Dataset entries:

━━━━━━

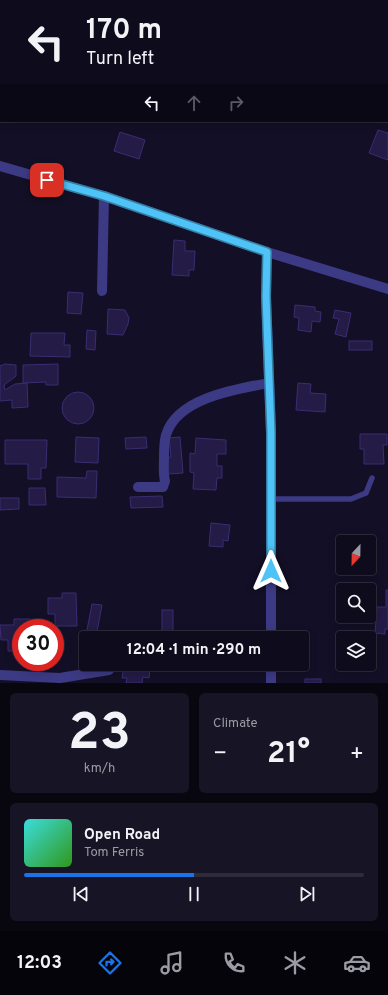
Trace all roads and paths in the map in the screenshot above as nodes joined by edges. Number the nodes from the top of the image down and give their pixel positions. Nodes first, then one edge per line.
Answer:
1 (0, 166) edge
2 (104, 196) junction
3 (267, 252) junction
4 (388, 289) edge
5 (102, 291) dead end
6 (269, 383) junction
7 (372, 478) dead end
8 (138, 487) dead end
9 (271, 499) junction
10 (271, 631) edge
11 (102, 671) edge
12 (271, 671) edge
13 (0, 675) edge
14 (271, 683) edge

1 - 2 street
2 - 3 street
2 - 5 street
3 - 4 street
3 - 6 street
6 - 8 street
6 - 9 street
7 - 9 lane
9 - 10 street
11 - 13 street
12 - 14 street

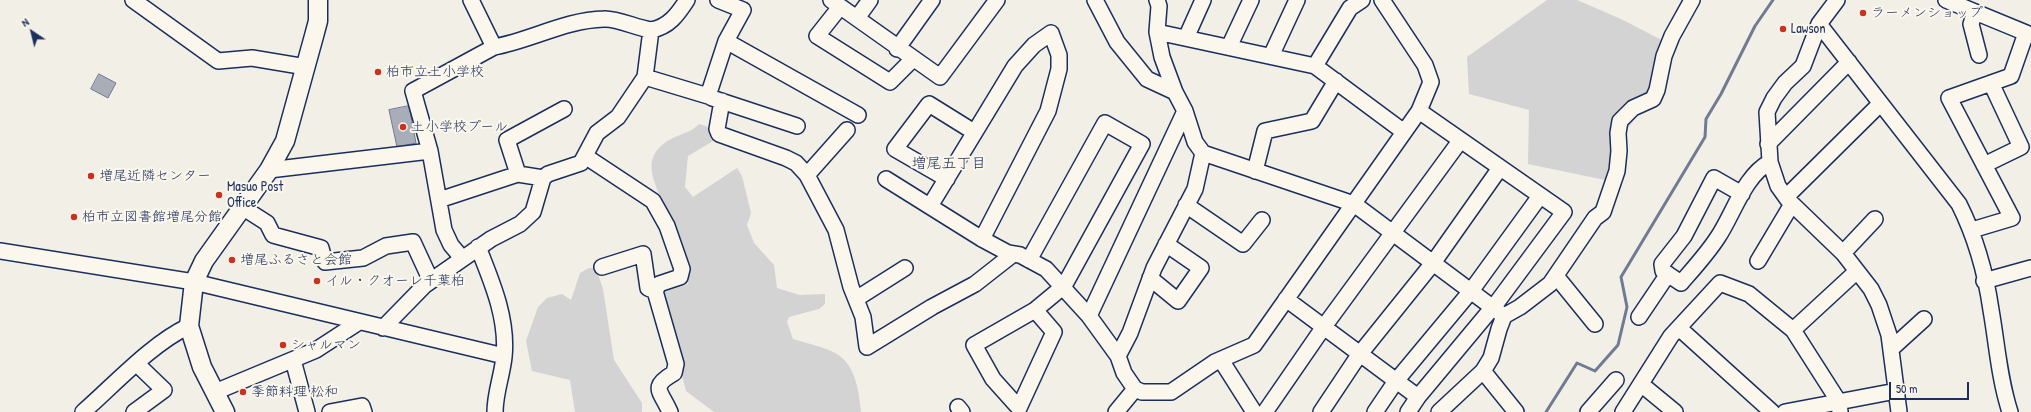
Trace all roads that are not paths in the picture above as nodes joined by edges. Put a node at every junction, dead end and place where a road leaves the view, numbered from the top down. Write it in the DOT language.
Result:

━━━━━━

Look through the records for the word "edges". Every line that has it should be copied.

Trace all roads and paths in the map in the screenshot above as nodes joined by edges. Number the nodes from the top of the image down and give their pixel positions. Nodes first, then one edge per line.
Trace all roads that are not paths in the picture above as nodes joined by edges. Put a node at every junction, dead end and place where a road leaves the view, numbered from the top down. Write it in the DOT language.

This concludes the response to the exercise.